Слуга повел его через сад к скромному жилищу самого могущественного человека на свете. Маати вспомнил их последнюю встречу: обвинения, издевку и жгучий сарказм дая-кво, свою гордую уверенность, которая раскрошилась и истаяла, словно сахарный замок под дождем. Маати встряхнулся: дай-кво едва ли позвал его затем, чтобы подвергнуть прошлому унижению.

«Да, для унижения будут новые поводы, — раздался тихий шепот в уголке сознания Маати. — Даже не надейся, что справишься с будущим, если пережил прошлое. Все так думают, и все ошибаются».

Слуга встал перед инкрустированной ильмом и дубом дверью, которая вела, как помнил Маати, в комнату для встреч. Посыльный дважды царапнул по двери, объявляя об их приходе, потом открыл ее и жестом пригласил Маати внутрь. Маати глубоко вдохнул, как перед прыжком с утеса на мелководье, и вошел.

Дай-кво сидел за столом. Полысел он уже тогда, когда Маати впервые его увидел — двадцать три года назад. В то время дая-кво звали Тахи-кво, и он был всего лишь более строгим из двух учителей, которые просеивали знатных отпрысков в поисках будущих поэтов. С тех пор его брови совсем побелели, морщины вокруг рта стали резче, но черные глаза остались такими же ясными.

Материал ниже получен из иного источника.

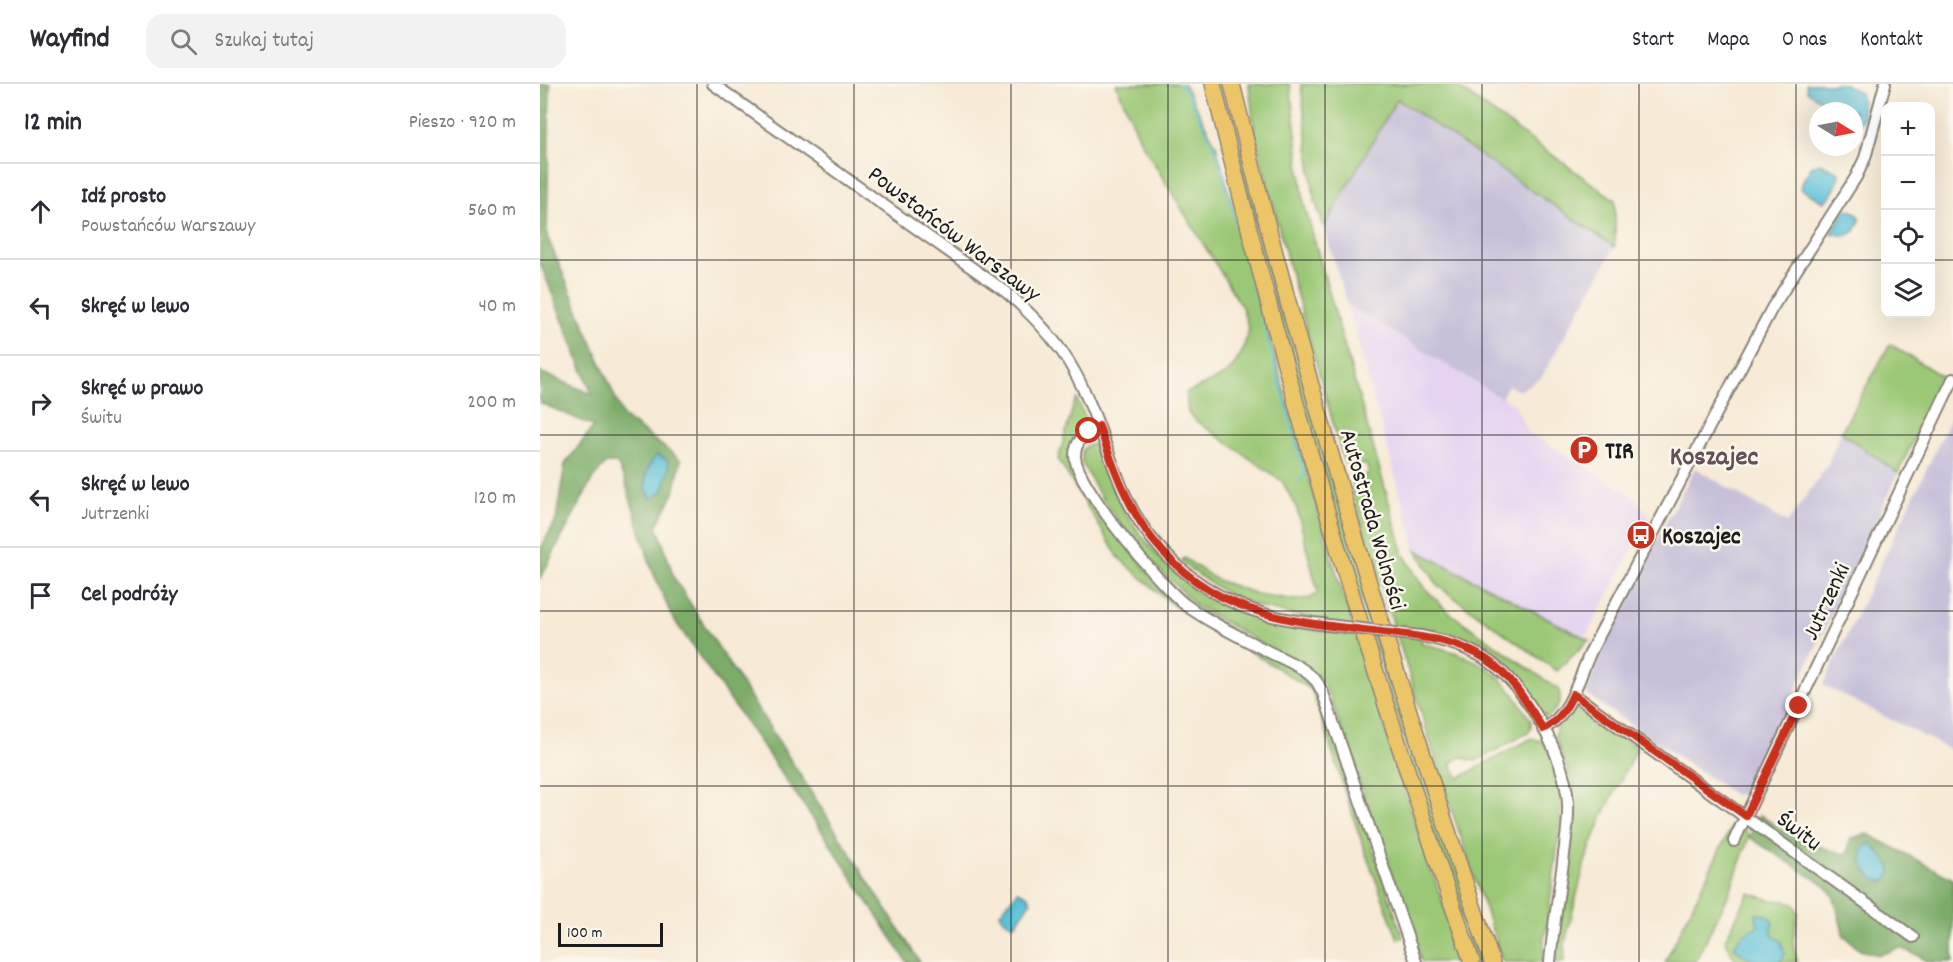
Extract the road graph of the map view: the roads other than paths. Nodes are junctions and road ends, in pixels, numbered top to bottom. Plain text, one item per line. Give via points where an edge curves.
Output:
1 (713, 84) edge
2 (1213, 84) edge
3 (1232, 84) edge
4 (1885, 84) edge
5 (1953, 379) edge
6 (1099, 426) junction
7 (1573, 694) junction
8 (1543, 729) junction
9 (1746, 816) junction
10 (1734, 841) dead end
11 (1913, 937) dead end
12 (1416, 962) edge
13 (1472, 962) edge
14 (1492, 962) edge
15 (1550, 962) edge

1 - 6 street, Powstańców Warszawy via 1019,303 1047,332 1073,369
2 - 13 highway, Autostrada Wolności via 1340,555
3 - 14 highway, Autostrada Wolności via 1283,284 1351,521
4 - 7 street via 1856,177 1772,308 1593,647
5 - 9 street, Jutrzenki
6 - 8 street, Powstańców Warszawy, bridge via 1134,512 1154,542 1207,588 1246,608 1278,618 1420,636 1463,647 1497,667 1516,687
6 - 12 street via 1079,440 1075,465 1143,562 1201,615 1291,663 1317,682
7 - 8 street via 1554,722
7 - 9 street, Świtu
8 - 15 street, Powstańców Warszawy via 1563,769 1568,806
9 - 10 street, Jutrzenki
9 - 11 street, Świtu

В комнате оказалось еще двое незнакомцев. Один, худощавый, сидел за столом напротив дая-кво. Его одежды были темно-синими с золотом; затянутые в хвост волосы не скрывали седых висков, бородку словно припорошил снег. Второй, погрузнее — мышцы, заплывшие жиром, решил Маати, — поставил стоптанный сапог на широкий подоконник и смотрел на сад. Этот мужчина был в одеждах песочного цвета. Когда открылась дверь, он повернулся к Маати, и тот увидел, что его чисто выбритый подбородок слегка обрюзг. В обоих лицах Маати заметил что-то знакомое.